August 24, 2003

Computer Viruses Can be Stopped

Article I sent to my Newspaper List

Computer Viruses can be stopped and it isn't be very hard to do it. Most all computer viruses are spread as executable email attachments that the victim is tricked into opening and running. Often users of Microsoft Outlook don't even have to run the attachment if they have their setting wrong. But - there are three things that Wibdows users can do to protect themselves from viruses.

First - go to Microsoft Windows Update service (http://windowsupdate.microsoft.com) and install all the latest security patches.

Second - avoid opening email attachments unless you are very sure you know what it is.

And Third - ask your Internet Service Provider (ISP) to block all messages containing Windows attachments that are executable. By blocking all executable attachment your anti-virus software doesn't have to figure out if the attachment is or is not a virus.And - anti-virus software rarely catches the very latest viruses that are going around.

If you do these three thing you should be virus free.
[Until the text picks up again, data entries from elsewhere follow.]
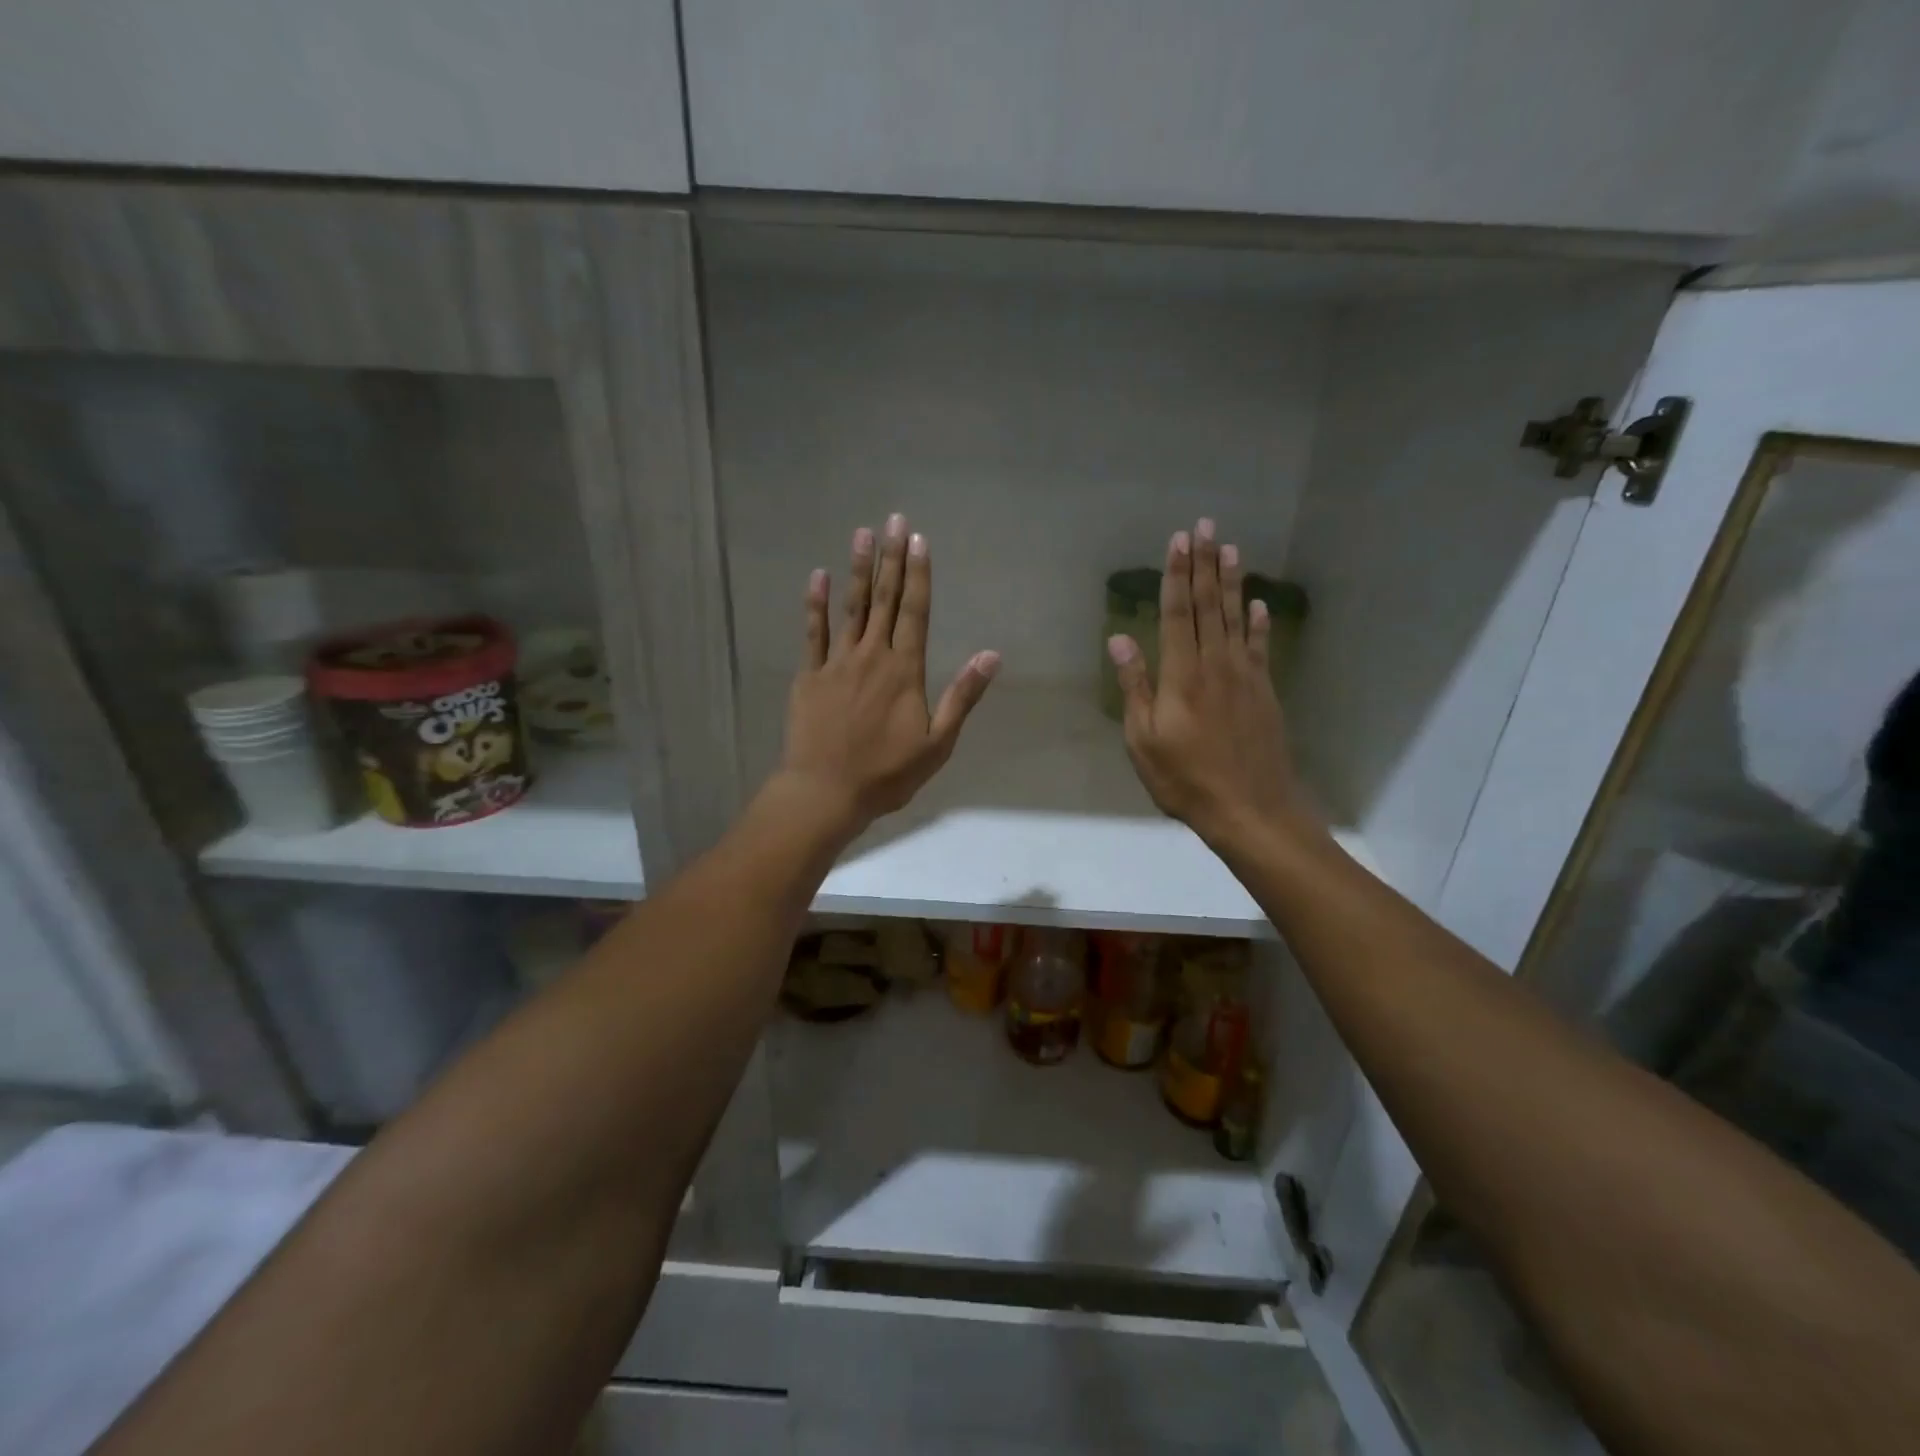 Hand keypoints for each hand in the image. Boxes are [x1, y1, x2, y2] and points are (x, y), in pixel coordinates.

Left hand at [778, 513, 998, 835]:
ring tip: (863, 534)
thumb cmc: (887, 773)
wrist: (826, 792)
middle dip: (892, 558)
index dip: (918, 574)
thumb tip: (991, 655)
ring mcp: (837, 663)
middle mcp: (872, 656)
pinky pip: (813, 633)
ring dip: (859, 570)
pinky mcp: (809, 676)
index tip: (919, 540)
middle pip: (884, 600)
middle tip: (895, 520)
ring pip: (850, 607)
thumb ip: (962, 696)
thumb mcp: (937, 743)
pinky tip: (819, 577)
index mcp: (904, 670)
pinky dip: (815, 604)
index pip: (915, 612)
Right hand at [1109, 518, 1318, 853]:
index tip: (1179, 541)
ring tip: (1230, 548)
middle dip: (1205, 564)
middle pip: (1209, 606)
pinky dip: (1259, 623)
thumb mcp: (1144, 740)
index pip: (1179, 613)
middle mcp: (1216, 664)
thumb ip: (1135, 687)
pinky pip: (1261, 647)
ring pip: (1236, 618)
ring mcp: (1245, 676)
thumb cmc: (1186, 779)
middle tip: (1205, 526)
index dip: (1177, 575)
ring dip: (1232, 582)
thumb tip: (1119, 640)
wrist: (1251, 810)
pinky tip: (1258, 605)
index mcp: (1182, 675)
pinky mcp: (1264, 692) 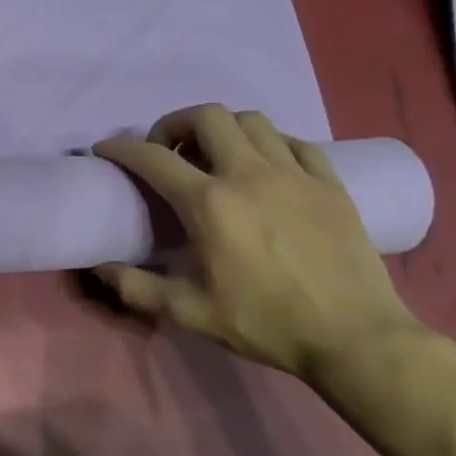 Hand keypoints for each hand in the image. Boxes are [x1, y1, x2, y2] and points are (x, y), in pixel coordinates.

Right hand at [91, 104, 425, 378]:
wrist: (356, 339)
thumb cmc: (265, 322)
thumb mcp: (187, 312)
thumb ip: (135, 287)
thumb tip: (99, 268)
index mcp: (209, 204)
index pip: (153, 158)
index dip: (121, 148)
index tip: (105, 150)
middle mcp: (249, 175)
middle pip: (207, 117)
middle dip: (175, 124)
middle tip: (167, 151)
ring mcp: (295, 175)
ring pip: (252, 121)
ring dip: (223, 129)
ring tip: (214, 156)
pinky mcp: (331, 185)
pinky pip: (295, 143)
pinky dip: (269, 144)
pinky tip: (265, 167) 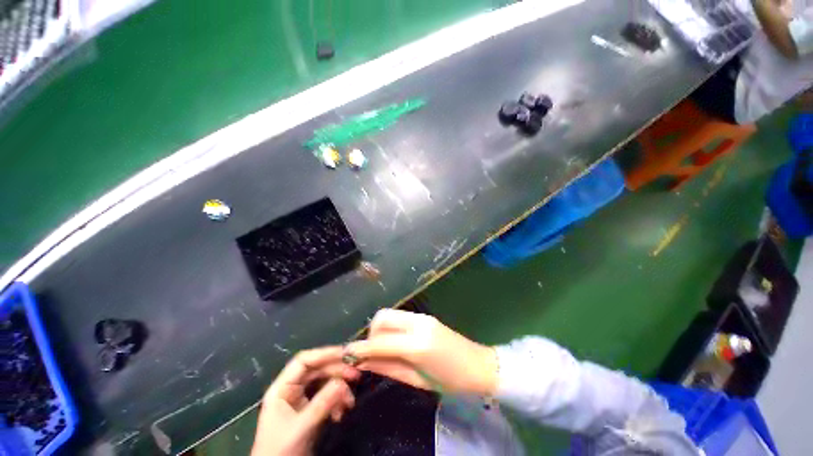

And it's a lot easier to prevent a virus than it is to remove one after your computer is already infected.

About the Author:
Marc Perkel is a small internet service provider and contract systems administrator with 23 years of experience in computers and 31 years of experience in electronic systems repair.

Check out the extended section for a letter I sent to a prominent Microsoft official.


This is a letter I emailed to an important executive at Microsoft

This latest virus does not seem to be just going away. It has created a launch platform for the next attack. With a launch platform of millions of computers and attacker would be able to take down the internet. And - any 15 year old super geek could set it off. Or - it can be miltiple viruses from multiple authors all taking advantage of this network of infected computers at the same time.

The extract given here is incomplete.